/Safely-Buoy-Wifi-Remote-Debugging-Dashboard

Dashboard and Flutter Mobile App showing the telemetry of the SafelyBuoy robotic buoy for remote debugging at sea, built using Streamlit and Flutter. Experimented with Kivy.

Primary LanguageC

Safely Buoy

A Low Cost, Small Scale Autonomous Robotic Buoy for Watersports

One of my favourite hobbies is sailing. Having discovered my love for sailing at the age of 13, I had limited access to training programs to advance my sailing skills from 0 - yet my passion for sailing stayed. Hence, I resorted to taking courses at different local clubs, and practicing at government funded sailing centers. However, practicing independently meant I had no access to anchored buoys to set race courses for training (as these are quite large and heavy and are usually set by powerboats).

While working as an assistant sailing coach, I had the chance to set many training courses with buoys from the powerboat, and realised that they take a long time to setup, which takes away valubale training time, and also takes the coaches' attention off the sailors, who, especially if they just strated learning sailing, can get in unsafe situations.

While there are large scale robotic buoys on the market, these are the size of a van, cost around $5000USD each and are designed for large scale international regattas - not exactly practical for individual sailors and coahces. Hence, I set out to build my very own low cost, small scale robotic buoy.

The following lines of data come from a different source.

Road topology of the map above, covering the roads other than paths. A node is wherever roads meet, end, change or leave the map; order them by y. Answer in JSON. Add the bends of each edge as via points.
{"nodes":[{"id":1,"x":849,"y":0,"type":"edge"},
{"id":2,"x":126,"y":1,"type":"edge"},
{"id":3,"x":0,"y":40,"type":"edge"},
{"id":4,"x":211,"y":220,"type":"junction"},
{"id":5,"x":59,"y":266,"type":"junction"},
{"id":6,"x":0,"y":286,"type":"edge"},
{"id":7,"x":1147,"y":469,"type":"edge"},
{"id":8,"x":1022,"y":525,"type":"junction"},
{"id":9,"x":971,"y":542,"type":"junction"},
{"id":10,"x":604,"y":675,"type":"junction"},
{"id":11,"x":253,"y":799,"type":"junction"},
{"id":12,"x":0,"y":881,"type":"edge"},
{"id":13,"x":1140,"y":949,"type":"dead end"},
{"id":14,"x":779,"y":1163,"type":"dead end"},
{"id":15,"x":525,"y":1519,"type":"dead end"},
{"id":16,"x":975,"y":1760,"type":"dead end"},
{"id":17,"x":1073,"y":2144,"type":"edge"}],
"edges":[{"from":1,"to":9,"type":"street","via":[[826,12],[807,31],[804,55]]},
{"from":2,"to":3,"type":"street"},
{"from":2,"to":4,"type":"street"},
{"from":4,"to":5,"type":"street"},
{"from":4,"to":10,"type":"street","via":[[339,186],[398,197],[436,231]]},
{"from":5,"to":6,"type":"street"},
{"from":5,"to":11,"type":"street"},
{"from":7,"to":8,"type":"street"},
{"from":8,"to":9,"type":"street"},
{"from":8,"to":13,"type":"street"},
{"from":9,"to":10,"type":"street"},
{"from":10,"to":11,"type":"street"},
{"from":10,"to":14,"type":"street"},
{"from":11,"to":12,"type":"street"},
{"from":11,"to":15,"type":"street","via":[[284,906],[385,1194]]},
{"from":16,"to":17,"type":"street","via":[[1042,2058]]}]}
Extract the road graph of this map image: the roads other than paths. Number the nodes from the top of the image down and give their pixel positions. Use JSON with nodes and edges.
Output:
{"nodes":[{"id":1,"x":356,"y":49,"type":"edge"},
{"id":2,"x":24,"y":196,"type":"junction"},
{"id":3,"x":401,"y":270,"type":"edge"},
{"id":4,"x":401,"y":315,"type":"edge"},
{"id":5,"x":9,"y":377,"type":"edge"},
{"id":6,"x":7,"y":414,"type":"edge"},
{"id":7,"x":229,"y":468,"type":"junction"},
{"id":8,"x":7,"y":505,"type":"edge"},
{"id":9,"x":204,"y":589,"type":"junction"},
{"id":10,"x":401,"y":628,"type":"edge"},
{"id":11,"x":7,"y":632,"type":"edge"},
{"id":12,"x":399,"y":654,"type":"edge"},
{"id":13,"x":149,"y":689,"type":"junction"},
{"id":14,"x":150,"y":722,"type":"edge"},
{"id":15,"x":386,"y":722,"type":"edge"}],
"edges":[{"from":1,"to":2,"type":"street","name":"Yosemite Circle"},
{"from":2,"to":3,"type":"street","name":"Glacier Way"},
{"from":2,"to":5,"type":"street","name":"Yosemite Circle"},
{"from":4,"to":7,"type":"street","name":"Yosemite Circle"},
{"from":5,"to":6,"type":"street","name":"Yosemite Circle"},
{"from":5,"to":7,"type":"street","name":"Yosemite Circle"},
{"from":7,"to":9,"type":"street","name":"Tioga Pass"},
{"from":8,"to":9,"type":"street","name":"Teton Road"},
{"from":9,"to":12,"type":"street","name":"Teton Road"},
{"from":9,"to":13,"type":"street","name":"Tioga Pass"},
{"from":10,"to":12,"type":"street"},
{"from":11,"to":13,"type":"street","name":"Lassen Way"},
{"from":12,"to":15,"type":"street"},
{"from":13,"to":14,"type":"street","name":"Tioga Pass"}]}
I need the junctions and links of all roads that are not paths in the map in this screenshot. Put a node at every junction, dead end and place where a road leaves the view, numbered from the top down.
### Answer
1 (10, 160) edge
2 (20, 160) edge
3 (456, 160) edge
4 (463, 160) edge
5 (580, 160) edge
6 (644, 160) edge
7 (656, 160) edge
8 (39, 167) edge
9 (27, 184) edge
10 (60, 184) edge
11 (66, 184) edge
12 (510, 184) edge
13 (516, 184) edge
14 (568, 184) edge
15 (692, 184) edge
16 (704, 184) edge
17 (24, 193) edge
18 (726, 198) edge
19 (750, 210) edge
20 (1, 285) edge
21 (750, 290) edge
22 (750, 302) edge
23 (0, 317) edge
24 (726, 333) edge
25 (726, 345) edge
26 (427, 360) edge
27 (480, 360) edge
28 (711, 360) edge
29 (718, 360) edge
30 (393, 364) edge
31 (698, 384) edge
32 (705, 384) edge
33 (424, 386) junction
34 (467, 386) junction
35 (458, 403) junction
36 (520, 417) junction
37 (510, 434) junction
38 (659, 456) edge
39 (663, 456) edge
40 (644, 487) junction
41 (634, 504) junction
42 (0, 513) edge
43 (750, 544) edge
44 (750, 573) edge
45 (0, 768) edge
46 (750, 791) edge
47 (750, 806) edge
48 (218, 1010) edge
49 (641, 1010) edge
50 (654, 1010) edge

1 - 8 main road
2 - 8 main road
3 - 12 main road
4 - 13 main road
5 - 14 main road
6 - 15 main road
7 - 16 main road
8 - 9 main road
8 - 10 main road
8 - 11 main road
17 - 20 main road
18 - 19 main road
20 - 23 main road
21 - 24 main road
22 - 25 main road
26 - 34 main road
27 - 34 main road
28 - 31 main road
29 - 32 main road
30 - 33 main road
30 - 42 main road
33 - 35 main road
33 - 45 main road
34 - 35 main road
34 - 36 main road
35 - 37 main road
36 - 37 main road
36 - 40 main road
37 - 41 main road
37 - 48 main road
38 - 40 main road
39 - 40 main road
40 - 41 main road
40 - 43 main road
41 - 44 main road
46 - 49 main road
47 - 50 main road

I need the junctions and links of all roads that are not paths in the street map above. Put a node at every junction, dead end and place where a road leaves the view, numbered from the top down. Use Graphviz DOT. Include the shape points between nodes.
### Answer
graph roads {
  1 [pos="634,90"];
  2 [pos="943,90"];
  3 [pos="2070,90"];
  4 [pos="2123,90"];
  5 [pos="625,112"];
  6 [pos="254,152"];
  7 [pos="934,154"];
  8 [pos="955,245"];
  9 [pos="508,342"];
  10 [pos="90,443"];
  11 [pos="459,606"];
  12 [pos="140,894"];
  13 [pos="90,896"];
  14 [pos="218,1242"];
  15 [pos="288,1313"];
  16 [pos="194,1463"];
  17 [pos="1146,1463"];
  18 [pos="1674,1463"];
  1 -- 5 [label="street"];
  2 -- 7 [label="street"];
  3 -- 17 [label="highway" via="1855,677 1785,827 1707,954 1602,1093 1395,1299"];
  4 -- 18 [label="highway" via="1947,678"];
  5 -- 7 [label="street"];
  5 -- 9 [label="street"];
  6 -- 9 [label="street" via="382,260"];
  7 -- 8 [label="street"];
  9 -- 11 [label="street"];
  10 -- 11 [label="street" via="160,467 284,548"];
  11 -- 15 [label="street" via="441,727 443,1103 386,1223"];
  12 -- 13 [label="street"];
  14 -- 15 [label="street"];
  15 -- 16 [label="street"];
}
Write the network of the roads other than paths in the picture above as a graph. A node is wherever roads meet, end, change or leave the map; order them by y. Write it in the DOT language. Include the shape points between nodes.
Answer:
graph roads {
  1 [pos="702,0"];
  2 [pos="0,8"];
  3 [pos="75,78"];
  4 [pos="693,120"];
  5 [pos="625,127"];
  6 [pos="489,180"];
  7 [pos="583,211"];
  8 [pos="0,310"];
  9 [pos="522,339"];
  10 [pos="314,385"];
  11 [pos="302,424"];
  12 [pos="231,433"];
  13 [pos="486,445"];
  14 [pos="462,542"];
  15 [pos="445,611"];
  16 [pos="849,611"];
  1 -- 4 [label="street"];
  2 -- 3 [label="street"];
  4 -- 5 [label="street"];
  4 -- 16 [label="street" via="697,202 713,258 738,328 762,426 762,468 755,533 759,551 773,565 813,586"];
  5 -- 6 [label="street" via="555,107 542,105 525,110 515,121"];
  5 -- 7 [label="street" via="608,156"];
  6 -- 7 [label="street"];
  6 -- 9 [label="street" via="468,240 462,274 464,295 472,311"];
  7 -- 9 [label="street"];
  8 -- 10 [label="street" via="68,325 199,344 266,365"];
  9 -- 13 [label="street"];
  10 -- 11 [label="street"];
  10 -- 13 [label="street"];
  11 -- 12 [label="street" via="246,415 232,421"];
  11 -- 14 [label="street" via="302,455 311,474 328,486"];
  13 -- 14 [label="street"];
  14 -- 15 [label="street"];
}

The code for the ESP-32 microcontroller on the robotic buoy is written in C on top of ESP-IDF, and communicates with GPS (UBlox M10) and IMU (LSM303) modules. A 3D compass (magnetometer) algorithm was implemented based on the Madgwick Orientation Filter to obtain a accurate heading even when the buoy rolls in waves, and I designed my own PCB extension board to eliminate loose wire connections between the modules.

While the code currently remains closed source, some snippets will be released shortly.

What is this repository?

This is the Remote Debugging Dashboard I developed using Python on top of the Streamlit library.

Telemetry data is obtained by connecting to the ESP32 via WiFI (the ESP32 acts as an Access Point) and calling the REST API. The server is written in C on the ESP32 with ESP-IDF. Functionalities like updating the home point and emergency motor stop will be added to the dashboard in the future.